Task objective:
Without any pictures, the records below should be reproduced exactly.

Exercise inputs:
"""
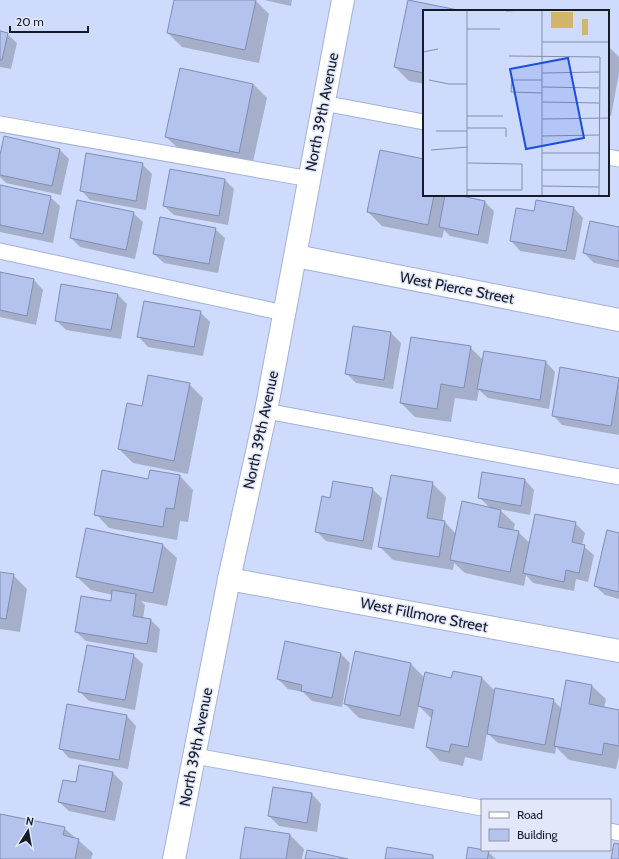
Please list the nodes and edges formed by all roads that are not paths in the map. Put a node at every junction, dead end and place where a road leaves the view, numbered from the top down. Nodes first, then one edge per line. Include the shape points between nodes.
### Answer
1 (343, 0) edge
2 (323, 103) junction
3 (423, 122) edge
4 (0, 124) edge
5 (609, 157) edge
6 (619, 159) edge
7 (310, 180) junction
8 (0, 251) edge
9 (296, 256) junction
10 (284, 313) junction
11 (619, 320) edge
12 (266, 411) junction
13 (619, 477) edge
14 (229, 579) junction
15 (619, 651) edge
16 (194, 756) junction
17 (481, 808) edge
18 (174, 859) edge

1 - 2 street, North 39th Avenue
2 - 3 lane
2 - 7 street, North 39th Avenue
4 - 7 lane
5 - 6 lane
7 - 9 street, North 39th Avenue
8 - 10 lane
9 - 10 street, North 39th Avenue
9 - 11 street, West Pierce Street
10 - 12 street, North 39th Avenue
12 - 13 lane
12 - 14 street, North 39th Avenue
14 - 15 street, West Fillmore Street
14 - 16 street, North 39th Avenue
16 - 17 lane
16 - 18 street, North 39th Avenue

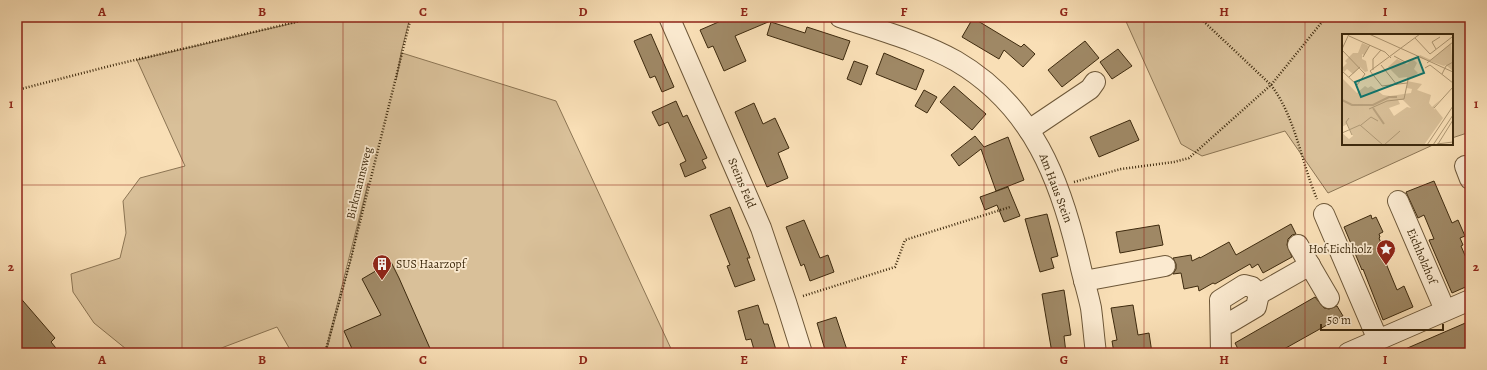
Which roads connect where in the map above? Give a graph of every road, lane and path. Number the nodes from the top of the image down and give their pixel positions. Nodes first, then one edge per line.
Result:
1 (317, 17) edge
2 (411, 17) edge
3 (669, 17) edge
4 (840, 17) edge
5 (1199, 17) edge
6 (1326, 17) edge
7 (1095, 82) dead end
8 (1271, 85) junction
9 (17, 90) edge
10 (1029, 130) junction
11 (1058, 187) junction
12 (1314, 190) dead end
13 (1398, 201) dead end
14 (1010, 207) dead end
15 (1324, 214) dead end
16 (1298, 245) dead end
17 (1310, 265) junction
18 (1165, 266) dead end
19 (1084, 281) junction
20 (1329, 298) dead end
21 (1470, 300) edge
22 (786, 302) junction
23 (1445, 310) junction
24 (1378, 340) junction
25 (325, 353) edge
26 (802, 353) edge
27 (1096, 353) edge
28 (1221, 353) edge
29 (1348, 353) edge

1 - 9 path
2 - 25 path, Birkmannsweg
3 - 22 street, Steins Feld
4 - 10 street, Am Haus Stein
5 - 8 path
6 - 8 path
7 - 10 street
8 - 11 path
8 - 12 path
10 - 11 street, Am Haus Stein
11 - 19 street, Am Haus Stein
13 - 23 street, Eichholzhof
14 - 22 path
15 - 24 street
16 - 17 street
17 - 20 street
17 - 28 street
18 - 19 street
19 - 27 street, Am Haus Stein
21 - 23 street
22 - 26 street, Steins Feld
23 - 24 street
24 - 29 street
"""
Reply to the exercise:
Please list the nodes and edges formed by all roads that are not paths in the map. Put a node at every junction, dead end and place where a road leaves the view, numbered from the top down. Nodes first, then one edge per line. Include the shape points between nodes.
### Answer
1 (343, 0) edge
2 (323, 103) junction
3 (423, 122) edge
4 (0, 124) edge
5 (609, 157) edge
6 (619, 159) edge
7 (310, 180) junction
8 (0, 251) edge
9 (296, 256) junction
10 (284, 313) junction
11 (619, 320) edge
12 (266, 411) junction
13 (619, 477) edge
14 (229, 579) junction
15 (619, 651) edge
16 (194, 756) junction
17 (481, 808) edge
18 (174, 859) edge

1 - 2 street, North 39th Avenue
2 - 3 lane
2 - 7 street, North 39th Avenue
4 - 7 lane
5 - 6 lane
7 - 9 street, North 39th Avenue
8 - 10 lane
9 - 10 street, North 39th Avenue
9 - 11 street, West Pierce Street
10 - 12 street, North 39th Avenue
12 - 13 lane
12 - 14 street, North 39th Avenue
14 - 15 street, West Fillmore Street
14 - 16 street, North 39th Avenue
16 - 17 lane
16 - 18 street, North 39th Avenue

Which roads connect where in the map above? Give a graph of every road, lane and path. Number the nodes from the top of the image down and give their pixel positions. Nodes first, then one edge per line.
Result:
1 (317, 17) edge
2 (411, 17) edge
3 (669, 17) edge
4 (840, 17) edge
5 (1199, 17) edge
6 (1326, 17) edge
7 (1095, 82) dead end
8 (1271, 85) junction
9 (17, 90) edge
10 (1029, 130) junction
11 (1058, 187) junction
12 (1314, 190) dead end
13 (1398, 201) dead end
14 (1010, 207) dead end
15 (1324, 214) dead end
16 (1298, 245) dead end
17 (1310, 265) junction
18 (1165, 266) dead end
19 (1084, 281) junction
20 (1329, 298) dead end
21 (1470, 300) edge
22 (786, 302) junction
23 (1445, 310) junction
24 (1378, 340) junction
25 (325, 353) edge
26 (802, 353) edge
27 (1096, 353) edge
28 (1221, 353) edge
29 (1348, 353) edge

1 - 9 path
2 - 25 path, Birkmannsweg
3 - 22 street, Steins Feld
4 - 10 street, Am Haus Stein
5 - 8 path
6 - 8 path
7 - 10 street
8 - 11 path
8 - 12 path
10 - 11 street, Am Haus Stein
11 - 19 street, Am Haus Stein
13 - 23 street, Eichholzhof
14 - 22 path
15 - 24 street
16 - 17 street
17 - 20 street
17 - 28 street
18 - 19 street
19 - 27 street, Am Haus Stein
21 - 23 street
22 - 26 street, Steins Feld
23 - 24 street
24 - 29 street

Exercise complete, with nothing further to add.